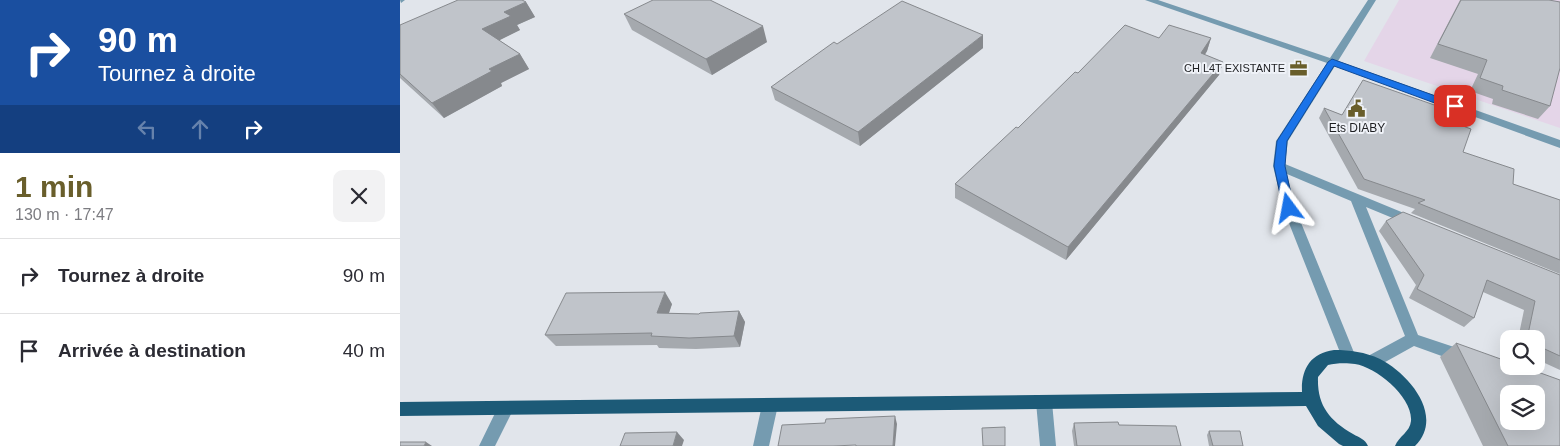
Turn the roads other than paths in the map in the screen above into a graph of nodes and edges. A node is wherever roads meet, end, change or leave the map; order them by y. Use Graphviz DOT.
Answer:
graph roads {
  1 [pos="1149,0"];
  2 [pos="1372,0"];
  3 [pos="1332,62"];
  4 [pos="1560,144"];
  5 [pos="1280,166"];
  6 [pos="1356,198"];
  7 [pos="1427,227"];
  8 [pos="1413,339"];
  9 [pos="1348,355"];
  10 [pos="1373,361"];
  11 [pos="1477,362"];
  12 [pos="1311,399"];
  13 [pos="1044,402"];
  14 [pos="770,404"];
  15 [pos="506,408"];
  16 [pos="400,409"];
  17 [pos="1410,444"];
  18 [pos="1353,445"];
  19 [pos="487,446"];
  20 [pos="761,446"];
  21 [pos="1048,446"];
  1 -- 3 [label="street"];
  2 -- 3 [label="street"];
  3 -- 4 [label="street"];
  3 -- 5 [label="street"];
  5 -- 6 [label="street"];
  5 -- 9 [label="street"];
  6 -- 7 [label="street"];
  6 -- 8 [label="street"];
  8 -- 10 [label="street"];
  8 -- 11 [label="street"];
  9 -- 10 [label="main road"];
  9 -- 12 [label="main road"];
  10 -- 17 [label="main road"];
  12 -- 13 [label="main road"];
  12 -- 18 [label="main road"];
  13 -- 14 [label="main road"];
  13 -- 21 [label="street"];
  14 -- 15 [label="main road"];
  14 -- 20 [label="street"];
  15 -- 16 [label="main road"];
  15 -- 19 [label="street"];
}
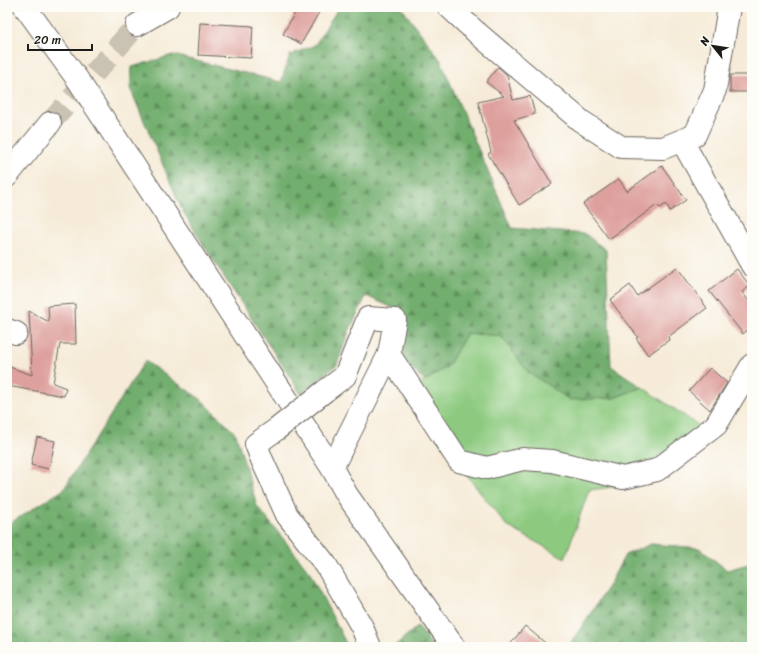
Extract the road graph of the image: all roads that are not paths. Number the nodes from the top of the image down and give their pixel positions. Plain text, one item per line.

################

▶ [EXERCISE OBJECTIVE]: Return all the data exactly, pictures omitted.

▶ [EXERCISE RESPONSE]:
Turn the roads other than paths in the map in the screen above into a graph of nodes and edges. A node is wherever roads meet, end, change or leave the map; order them by y. Use Graphviz DOT.
Answer:
graph roads {
  1 [pos="1149,0"];
  2 [pos="1372,0"];
  3 [pos="1332,62"];
  4 [pos="1560,144"];
  5 [pos="1280,166"];
  6 [pos="1356,198"];
  7 [pos="1427,227"];
  8 [pos="1413,339"];
  9 [pos="1348,355"];
  10 [pos="1373,361"];
  11 [pos="1477,362"];
  12 [pos="1311,399"];
  13 [pos="1044,402"];
  14 [pos="770,404"];
  15 [pos="506,408"];
  16 [pos="400,409"];
  17 [pos="1410,444"];
  18 [pos="1353,445"];
  19 [pos="487,446"];
  20 [pos="761,446"];
  21 [pos="1048,446"];
  1 -- 3 [label="street"];
  2 -- 3 [label="street"];
  3 -- 4 [label="street"];
  3 -- 5 [label="street"];
  5 -- 6 [label="street"];
  5 -- 9 [label="street"];
  6 -- 7 [label="street"];
  6 -- 8 [label="street"];
  8 -- 10 [label="street"];
  8 -- 11 [label="street"];
  9 -- 10 [label="main road"];
  9 -- 12 [label="main road"];
  10 -- 17 [label="main road"];
  12 -- 13 [label="main road"];
  12 -- 18 [label="main road"];
  13 -- 14 [label="main road"];
  13 -- 21 [label="street"];
  14 -- 15 [label="main road"];
  14 -- 20 [label="street"];
  15 -- 16 [label="main road"];
  15 -- 19 [label="street"];
}
Extract the road graph of the image: all roads that are not paths. Number the nodes from the top of the image down and give their pixel positions. Plain text, one item per line.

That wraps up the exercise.